Report only the number of lines below in which the string "roads" appears.

SOURCE RECORDS START

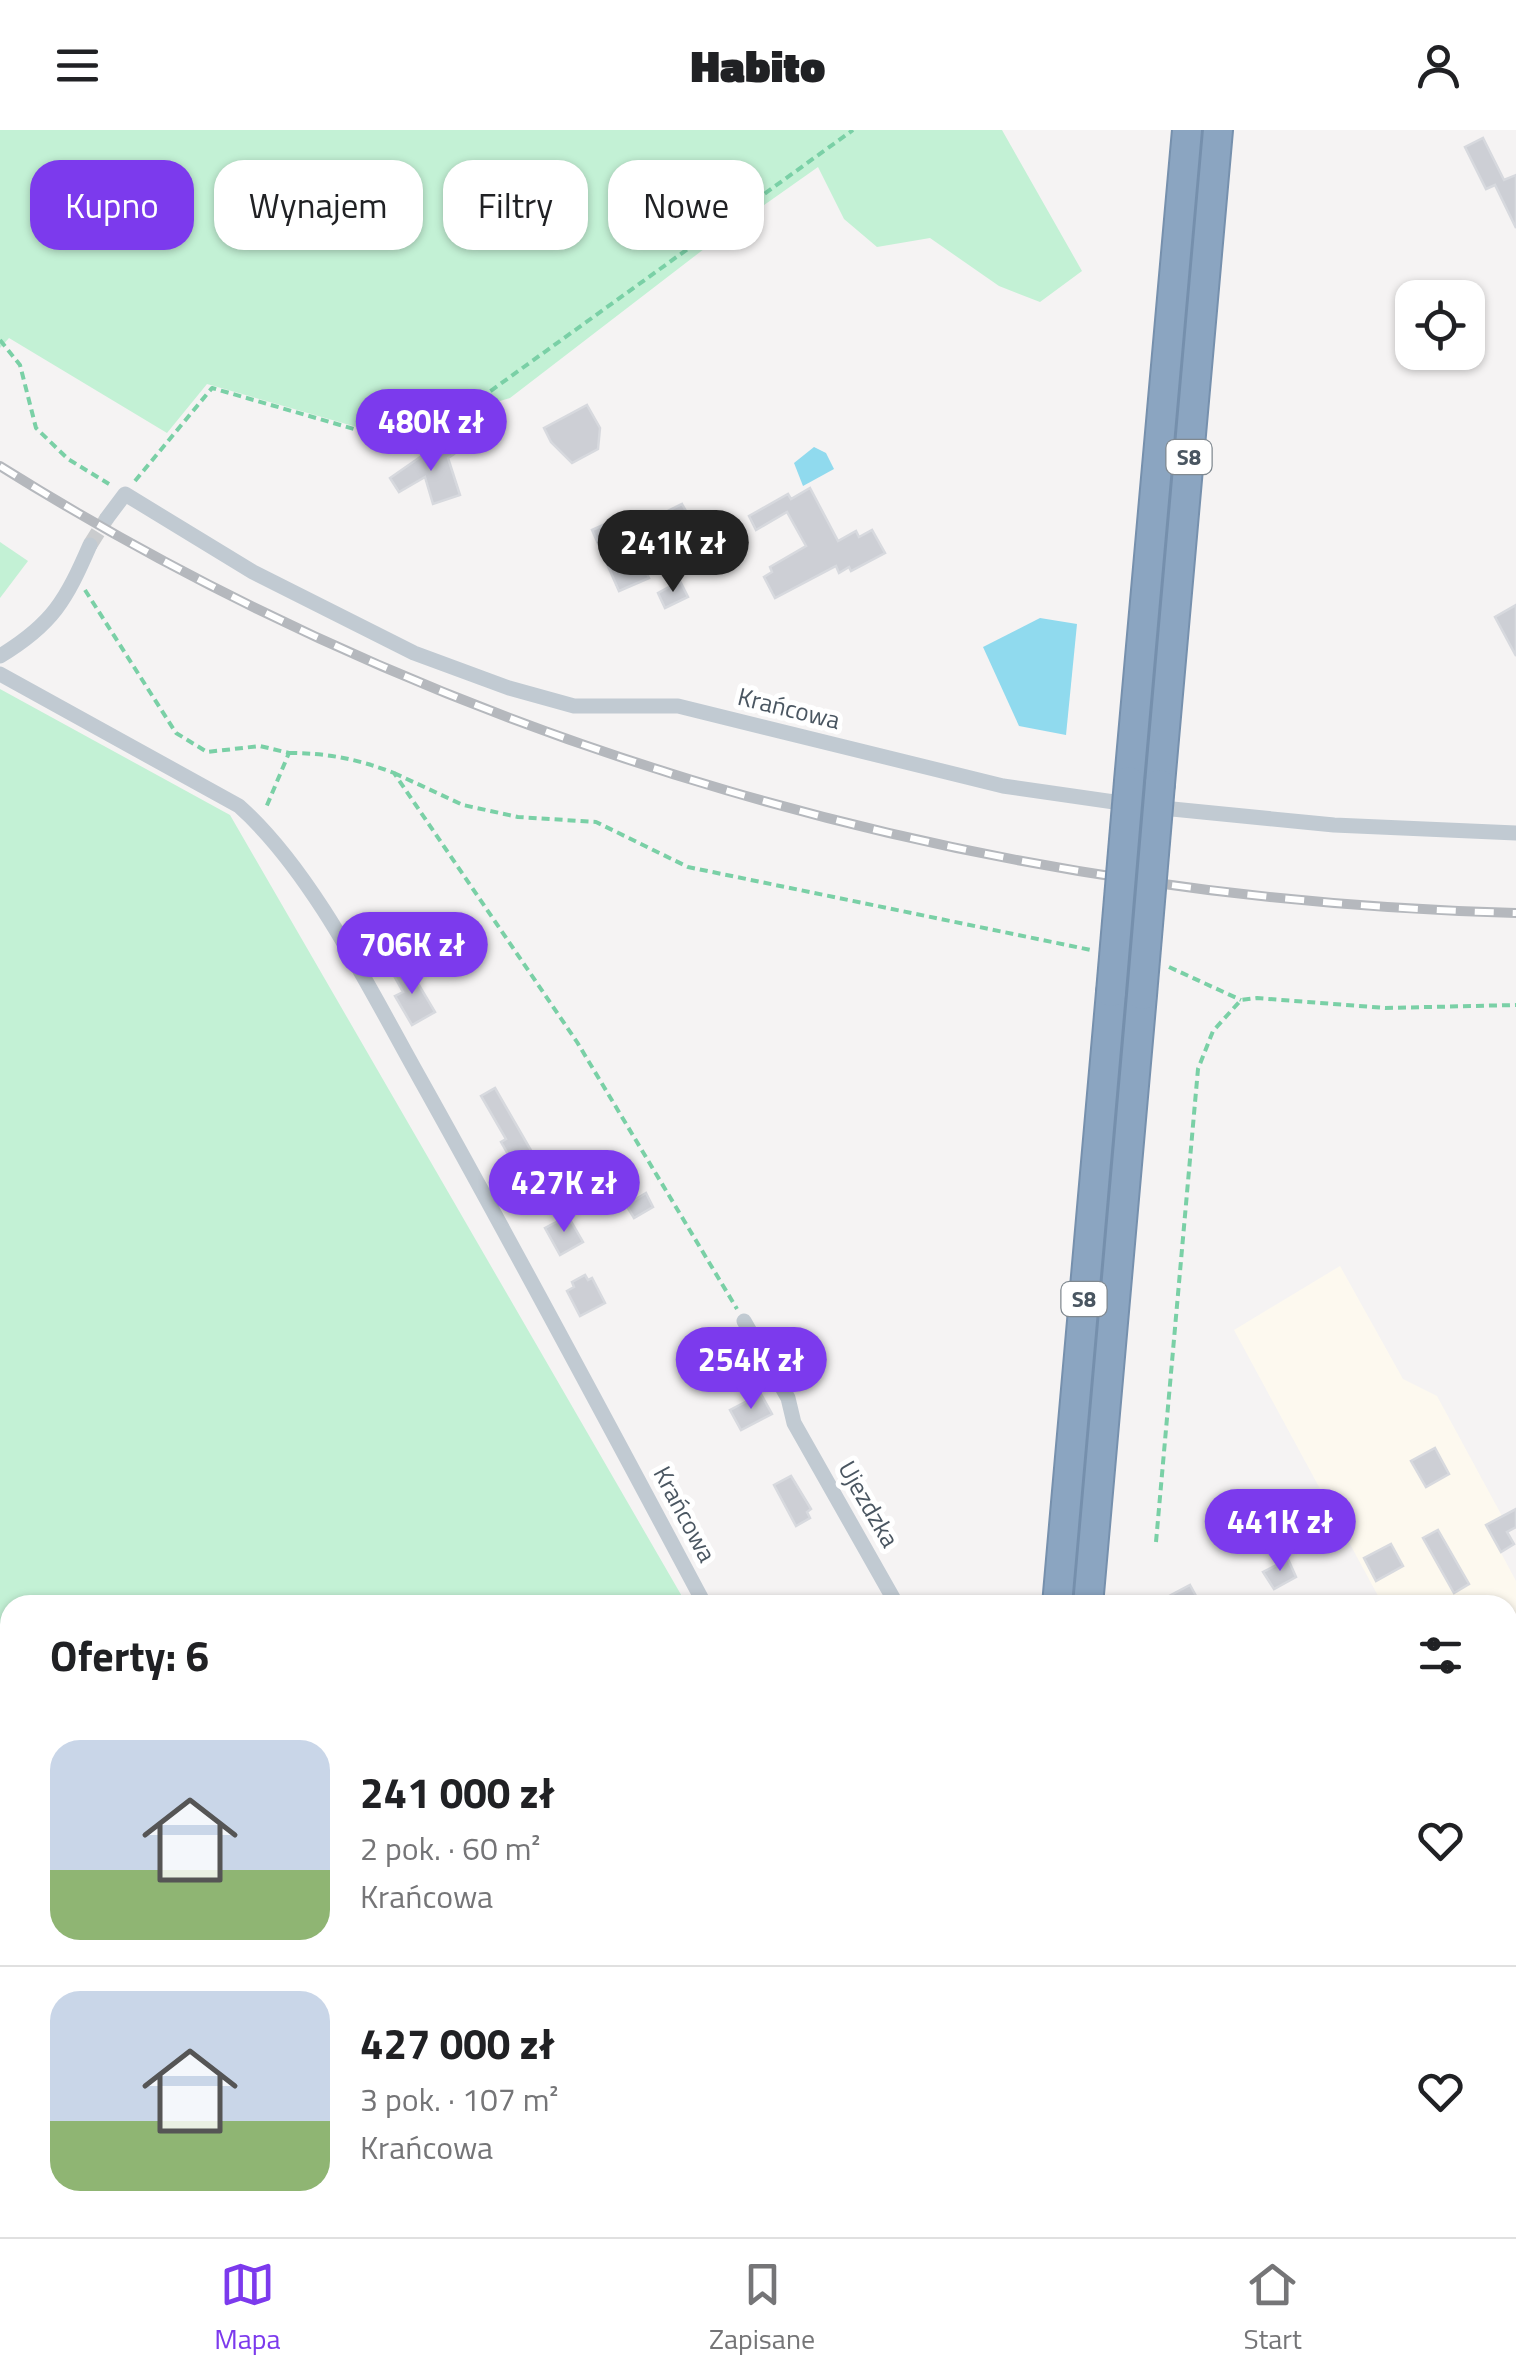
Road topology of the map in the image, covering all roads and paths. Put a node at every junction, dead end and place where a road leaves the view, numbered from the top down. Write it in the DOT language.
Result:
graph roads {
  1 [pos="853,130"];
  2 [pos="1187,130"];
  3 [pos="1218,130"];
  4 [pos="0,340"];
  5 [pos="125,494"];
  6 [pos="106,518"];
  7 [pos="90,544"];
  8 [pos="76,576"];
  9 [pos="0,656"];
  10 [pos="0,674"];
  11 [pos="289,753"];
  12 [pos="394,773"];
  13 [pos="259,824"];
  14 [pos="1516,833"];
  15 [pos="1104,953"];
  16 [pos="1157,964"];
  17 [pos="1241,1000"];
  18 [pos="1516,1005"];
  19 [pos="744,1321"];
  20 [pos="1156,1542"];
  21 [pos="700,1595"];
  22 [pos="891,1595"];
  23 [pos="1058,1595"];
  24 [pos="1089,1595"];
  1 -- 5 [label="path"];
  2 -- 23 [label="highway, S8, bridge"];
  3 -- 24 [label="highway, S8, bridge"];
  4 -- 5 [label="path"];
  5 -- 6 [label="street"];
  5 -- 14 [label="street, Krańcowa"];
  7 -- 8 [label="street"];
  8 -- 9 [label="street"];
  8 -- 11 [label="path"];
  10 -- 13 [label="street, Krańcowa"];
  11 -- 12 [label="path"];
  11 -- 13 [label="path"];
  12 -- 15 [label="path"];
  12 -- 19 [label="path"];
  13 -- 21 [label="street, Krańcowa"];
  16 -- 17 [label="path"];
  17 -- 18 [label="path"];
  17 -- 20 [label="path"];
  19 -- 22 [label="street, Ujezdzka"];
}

SOURCE RECORDS END

EXERCISE RESULT |
2